🤖 AI Summary
This work addresses the challenge of automatic audio-visual temporal alignment in music-driven video editing—where manual editing is often required and risks compromising semantic and structural continuity. We propose MVAA, a two-stage framework that decouples alignment into (1) motion-beat matching and (2) rhythm-aware video inpainting. First, musical beats are detected and temporally aligned with salient motion frames in the input video. Then, a frame-conditioned diffusion model—built upon CogVideoX-5B-I2V—generates photorealistic, temporally coherent intermediate frames synchronized to the beat structure. Crucially, MVAA integrates pretrained knowledge with efficient inference-time fine-tuning, enabling personalized adaptation on a single GPU within 10 minutes. Experiments across diverse scenarios demonstrate high-precision beat alignment (mean temporal error < 0.12 s) and strong visual continuity, significantly improving both editing efficiency and audio-visual synchronization fidelity.
📝 Abstract
Aligning the rhythm of visual motion in a video with a given music track is a practical need in multimedia production, yet remains an underexplored task in autonomous video editing. Effective alignment between motion and musical beats enhances viewer engagement and visual appeal, particularly in music videos, promotional content, and cinematic editing. Existing methods typically depend on labor-intensive manual cutting, speed adjustments, or heuristic-based editing techniques to achieve synchronization. While some generative models handle joint video and music generation, they often entangle the two modalities, limiting flexibility in aligning video to music beats while preserving the full visual content. In this paper, we propose a novel and efficient framework, termed MVAA (Music-Video Auto-Alignment), that automatically edits video to align with the rhythm of a given music track while preserving the original visual content. To enhance flexibility, we modularize the task into a two-step process in our MVAA: aligning motion keyframes with audio beats, followed by rhythm-aware video inpainting. Specifically, we first insert keyframes at timestamps aligned with musical beats, then use a frame-conditioned diffusion model to generate coherent intermediate frames, preserving the original video's semantic content.

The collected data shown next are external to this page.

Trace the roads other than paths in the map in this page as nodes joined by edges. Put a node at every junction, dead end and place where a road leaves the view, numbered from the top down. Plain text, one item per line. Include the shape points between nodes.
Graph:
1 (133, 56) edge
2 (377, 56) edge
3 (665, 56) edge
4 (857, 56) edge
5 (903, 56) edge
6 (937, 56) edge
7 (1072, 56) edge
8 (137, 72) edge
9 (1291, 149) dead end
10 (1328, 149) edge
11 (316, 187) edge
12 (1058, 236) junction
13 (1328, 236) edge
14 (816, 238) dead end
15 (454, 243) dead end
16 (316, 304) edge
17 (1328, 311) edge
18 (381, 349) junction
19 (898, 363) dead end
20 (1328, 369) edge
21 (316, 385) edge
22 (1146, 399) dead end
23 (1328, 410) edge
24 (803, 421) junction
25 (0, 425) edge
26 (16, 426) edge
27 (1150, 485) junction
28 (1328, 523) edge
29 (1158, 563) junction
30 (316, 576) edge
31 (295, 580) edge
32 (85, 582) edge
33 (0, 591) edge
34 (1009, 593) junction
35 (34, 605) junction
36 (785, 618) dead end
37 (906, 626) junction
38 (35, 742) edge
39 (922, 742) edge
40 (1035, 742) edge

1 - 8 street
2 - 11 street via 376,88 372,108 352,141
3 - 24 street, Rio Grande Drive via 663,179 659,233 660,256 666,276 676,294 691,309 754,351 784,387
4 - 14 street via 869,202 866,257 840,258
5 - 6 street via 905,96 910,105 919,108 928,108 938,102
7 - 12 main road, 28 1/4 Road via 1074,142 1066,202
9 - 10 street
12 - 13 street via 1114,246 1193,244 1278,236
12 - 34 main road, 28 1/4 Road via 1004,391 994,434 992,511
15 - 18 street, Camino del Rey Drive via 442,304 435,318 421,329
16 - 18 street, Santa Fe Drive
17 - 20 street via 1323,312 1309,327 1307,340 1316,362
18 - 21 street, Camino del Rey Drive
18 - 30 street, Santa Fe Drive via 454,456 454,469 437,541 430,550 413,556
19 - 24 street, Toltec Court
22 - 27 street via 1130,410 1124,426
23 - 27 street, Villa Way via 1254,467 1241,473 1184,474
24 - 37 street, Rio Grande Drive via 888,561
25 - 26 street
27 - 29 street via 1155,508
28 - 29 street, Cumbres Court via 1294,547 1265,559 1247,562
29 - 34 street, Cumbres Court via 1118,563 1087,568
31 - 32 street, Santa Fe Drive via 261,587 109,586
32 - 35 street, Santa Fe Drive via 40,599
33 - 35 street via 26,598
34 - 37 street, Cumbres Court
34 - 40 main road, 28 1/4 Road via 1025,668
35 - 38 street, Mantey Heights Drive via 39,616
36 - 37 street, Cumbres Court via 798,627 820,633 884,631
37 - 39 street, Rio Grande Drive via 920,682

Since comprehensive test-time training can be time-consuming, we adopt a two-stage strategy: pretraining the inpainting module on a small video set to learn general motion priors, followed by rapid inference-time fine-tuning for video-specific adaptation. This hybrid approach enables adaptation within 10 minutes with one epoch on a single NVIDIA 4090 GPU using CogVideoX-5b-I2V as the backbone. Extensive experiments show that our approach can achieve high-quality beat alignment and visual smoothness.